Wszyscy składają modły mi i dziewczynom, bo dowiedzieli się o kontrakcie. Nagle
stałam się popularna - wyznała nastolatka, rzucając się na kanapę.
- No to gratuluję. Chyba…
- Nie wiem, czy jest czego. Na teście z
matematyki dwie osoby, które wcześniej ze mną nie rozmawiały mi podpowiadały,
bo przed wejściem do sali zwierzyłam się, że "nie za bardzo umiem".
- Powinnaś się cieszyć, że sami ci
podpowiadali…
- Gdyby były to dobre odpowiedzi, umarłabym
ze szczęścia. Niestety każde z nich mówiło mi coś innego, w rezultacie sama
zgłupiałam.
- A widzisz, sława jest wykańczająca -
zachichotała Monika. - A jak dziewczyny?
- Alex jest w swoim żywiole. Maja też się
odnalazła. Znalazła jakąś dziewczynę z młodszej klasy, która nosi jej książki.
Kathy zachowuje się normalnie, a Irene trochę świruje. Chyba przytłoczyła ją ta
cała uwaga, tak jak i mnie.
- To dobrze, że będziesz mogła odciągnąć
myśli od swoich poddanych w szkole, kiedy pójdziesz na bal halloweenowy
przebrana za… - Starsza siostra znikła w sypialni, by wrócić z owiniętą folią
żółtą sukienką.
- Żółtą bombkę? - prychnęła Madzia.
- Nie! Za Bellę. Piękną z "Pięknej i
Bestii".
- Uroczo. A ty będziesz Bestią?
- Nie. Ja mam strój syrenki. - Monika
dumnie wyprężyła pierś.
- Hej, ja chcę być syrenką!
- Nic z tego, młoda. Ja byłam na zakupach i
ja mam pierwszeństwo wyboru. Zresztą, to nie twój rozmiar.

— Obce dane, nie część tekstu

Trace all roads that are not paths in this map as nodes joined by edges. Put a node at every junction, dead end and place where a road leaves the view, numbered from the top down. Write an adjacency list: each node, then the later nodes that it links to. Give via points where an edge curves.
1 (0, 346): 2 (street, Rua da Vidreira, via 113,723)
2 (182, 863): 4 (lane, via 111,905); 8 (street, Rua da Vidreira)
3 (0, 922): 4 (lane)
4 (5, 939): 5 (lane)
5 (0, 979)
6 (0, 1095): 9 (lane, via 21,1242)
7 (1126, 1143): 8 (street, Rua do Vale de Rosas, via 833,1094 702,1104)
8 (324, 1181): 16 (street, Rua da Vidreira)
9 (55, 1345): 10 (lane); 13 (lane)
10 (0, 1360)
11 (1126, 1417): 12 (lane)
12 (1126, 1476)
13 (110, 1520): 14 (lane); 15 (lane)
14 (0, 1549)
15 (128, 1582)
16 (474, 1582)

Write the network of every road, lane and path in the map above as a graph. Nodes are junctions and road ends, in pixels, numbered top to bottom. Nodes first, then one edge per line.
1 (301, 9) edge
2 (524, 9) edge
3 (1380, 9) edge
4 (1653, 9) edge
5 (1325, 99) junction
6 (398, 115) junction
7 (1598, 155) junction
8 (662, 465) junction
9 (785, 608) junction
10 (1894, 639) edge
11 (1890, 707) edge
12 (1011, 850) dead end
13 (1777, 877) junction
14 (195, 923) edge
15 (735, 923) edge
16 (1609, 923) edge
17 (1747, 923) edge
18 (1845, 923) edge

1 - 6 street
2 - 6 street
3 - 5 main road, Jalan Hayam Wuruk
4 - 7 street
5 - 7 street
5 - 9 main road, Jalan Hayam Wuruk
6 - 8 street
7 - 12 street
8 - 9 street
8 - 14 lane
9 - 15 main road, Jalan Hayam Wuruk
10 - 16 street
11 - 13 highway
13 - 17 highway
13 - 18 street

- I tak nie chciałabym świecić cyckami
osłoniętymi muszelkami.
- Nie będę niczym świecić! - zaparła się
rudowłosa.
- Obraziło cię to? Myślałam, że wszystko po
tobie… spływa. - Słowa nastolatki przerwał wybuch śmiechu.
Wieczór
spędziły beztrosko, nie myśląc o problemach. Ale perspektywa imprezy
halloweenowej nadal wisiała w powietrzu i zapowiadało się, że będzie to kolejna
wspólna zabawa, która nie będzie należeć do normalnych. A może w końcu przeżyją
spokojny wieczór?
*
- Kogo ja chciałam oszukać? Wiedziałam, że
to nie będzie normalny wieczór - odezwała się Magda do Irene, kiedy obie z
rozbawieniem obserwowały, jak Monika próbowała zejść po schodach w ciasnej
spódnicy, która imitowała ogon syreny.
- Zamiast się nabijać, może mi z łaski
swojej pomożecie? Nie chcę, żeby coś pękło!
- A może takie ciacho jak ja pomoże? -
spytał zawadiacko gościu przebrany za Ciastka z filmu "Shrek", który
nagle pojawił się u szczytu schodów.
Monika
spojrzała na niego jak na idiotę, ale Madzia poznała starego przyjaciela po
głosie i już biegła się z nim przywitać. Sukienka Belli plątała jej się pod
nogami, ale udało jej się kilkoma zwinnymi susami znaleźć się koło wielkiego
ciastka.
- Niall!
- Maggie, jak dobrze cię widzieć! Mogę cię
przytulić, czy mam się obawiać, że zaraz wyskoczy Bestia?
Natha
jeszcze nie ma, pomyślała nastolatka, ale na głos nic nie powiedziała, tylko
pociągnęła blondyna za rękę (a raczej łapę, bo cały był okryty piankowym
strojem) w stronę Irene.
- Hej, a ja? - dopominała się Monika, ale
została zupełnie zignorowana. - Pięknie. Może za godzinę do was dołączę!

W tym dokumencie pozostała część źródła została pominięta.